- EXERCISE -
Wherever the word "dead" occurs in the listing below, copy that whole line.

- SUPPLIED DATA -
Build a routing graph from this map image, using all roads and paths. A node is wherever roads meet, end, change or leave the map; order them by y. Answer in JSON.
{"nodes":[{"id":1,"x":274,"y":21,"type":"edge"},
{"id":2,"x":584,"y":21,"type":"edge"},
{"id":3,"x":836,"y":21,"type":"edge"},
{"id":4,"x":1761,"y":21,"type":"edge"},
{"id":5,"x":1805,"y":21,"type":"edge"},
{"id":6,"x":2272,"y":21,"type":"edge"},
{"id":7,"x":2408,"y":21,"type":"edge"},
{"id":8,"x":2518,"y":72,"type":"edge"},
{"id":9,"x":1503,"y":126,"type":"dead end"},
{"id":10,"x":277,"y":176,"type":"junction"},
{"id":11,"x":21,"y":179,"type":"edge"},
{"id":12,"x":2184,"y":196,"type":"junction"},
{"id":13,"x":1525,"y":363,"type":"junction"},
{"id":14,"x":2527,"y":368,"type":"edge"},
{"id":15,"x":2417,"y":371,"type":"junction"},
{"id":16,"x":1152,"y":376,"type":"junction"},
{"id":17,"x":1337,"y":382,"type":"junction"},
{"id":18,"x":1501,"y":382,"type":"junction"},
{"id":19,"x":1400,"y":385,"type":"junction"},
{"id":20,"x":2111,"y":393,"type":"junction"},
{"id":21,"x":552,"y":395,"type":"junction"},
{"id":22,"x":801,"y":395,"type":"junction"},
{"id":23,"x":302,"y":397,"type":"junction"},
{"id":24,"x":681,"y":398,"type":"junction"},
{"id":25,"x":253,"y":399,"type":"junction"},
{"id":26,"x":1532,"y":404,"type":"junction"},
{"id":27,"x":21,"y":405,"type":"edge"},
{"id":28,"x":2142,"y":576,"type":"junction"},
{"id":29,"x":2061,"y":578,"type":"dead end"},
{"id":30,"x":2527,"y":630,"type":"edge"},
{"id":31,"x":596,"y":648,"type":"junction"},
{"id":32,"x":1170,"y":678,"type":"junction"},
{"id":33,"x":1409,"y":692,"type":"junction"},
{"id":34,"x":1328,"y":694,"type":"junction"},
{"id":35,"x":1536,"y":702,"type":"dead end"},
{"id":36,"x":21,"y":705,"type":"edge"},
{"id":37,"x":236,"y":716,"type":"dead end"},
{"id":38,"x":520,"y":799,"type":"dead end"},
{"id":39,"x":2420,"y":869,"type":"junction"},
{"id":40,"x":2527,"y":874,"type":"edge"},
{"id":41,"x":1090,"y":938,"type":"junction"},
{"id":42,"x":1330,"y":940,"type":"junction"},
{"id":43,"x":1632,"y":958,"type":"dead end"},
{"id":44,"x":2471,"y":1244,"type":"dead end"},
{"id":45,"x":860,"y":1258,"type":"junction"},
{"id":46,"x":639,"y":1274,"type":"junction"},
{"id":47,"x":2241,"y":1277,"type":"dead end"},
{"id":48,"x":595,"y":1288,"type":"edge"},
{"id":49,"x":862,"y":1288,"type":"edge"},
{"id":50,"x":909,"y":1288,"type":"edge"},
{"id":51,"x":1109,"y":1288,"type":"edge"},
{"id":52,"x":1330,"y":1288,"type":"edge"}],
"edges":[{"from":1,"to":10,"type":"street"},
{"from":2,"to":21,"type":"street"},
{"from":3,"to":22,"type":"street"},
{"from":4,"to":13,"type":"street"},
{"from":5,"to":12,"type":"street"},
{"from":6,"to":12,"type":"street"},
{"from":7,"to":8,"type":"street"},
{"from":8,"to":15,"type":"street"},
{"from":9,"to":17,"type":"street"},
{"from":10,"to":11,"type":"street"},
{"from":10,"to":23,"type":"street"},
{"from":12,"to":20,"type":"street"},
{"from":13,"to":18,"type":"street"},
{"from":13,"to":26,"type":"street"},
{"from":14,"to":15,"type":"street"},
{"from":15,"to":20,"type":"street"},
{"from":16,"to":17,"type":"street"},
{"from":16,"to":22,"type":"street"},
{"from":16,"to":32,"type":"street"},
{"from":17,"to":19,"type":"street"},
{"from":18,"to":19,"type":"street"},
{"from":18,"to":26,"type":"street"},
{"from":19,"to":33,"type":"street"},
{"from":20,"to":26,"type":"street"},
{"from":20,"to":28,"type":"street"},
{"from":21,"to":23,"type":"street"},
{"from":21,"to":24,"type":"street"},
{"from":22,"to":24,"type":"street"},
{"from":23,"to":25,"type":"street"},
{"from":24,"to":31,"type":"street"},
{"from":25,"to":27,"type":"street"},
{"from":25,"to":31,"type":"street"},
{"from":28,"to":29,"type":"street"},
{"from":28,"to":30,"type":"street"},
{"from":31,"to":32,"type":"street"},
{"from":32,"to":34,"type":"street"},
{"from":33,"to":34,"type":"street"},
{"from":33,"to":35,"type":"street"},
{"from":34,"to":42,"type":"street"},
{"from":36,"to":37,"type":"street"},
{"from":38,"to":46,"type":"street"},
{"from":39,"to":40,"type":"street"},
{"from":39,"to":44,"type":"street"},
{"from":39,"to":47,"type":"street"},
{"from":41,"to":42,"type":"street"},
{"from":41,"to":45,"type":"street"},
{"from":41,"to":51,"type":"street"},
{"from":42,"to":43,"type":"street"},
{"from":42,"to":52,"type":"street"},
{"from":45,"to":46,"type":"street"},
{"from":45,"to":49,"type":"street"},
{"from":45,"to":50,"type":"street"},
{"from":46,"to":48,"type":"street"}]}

- SOLUTION TO THIS TASK -
{"id":9,"x":1503,"y":126,"type":"dead end"},
{"id":29,"x":2061,"y":578,"type":"dead end"},
{"id":35,"x":1536,"y":702,"type":"dead end"},
{"id":37,"x":236,"y":716,"type":"dead end"},
{"id":38,"x":520,"y":799,"type":"dead end"},
{"id":43,"x":1632,"y":958,"type":"dead end"},
{"id":44,"x":2471,"y":1244,"type":"dead end"},
{"id":47,"x":2241,"y":1277,"type":"dead end"},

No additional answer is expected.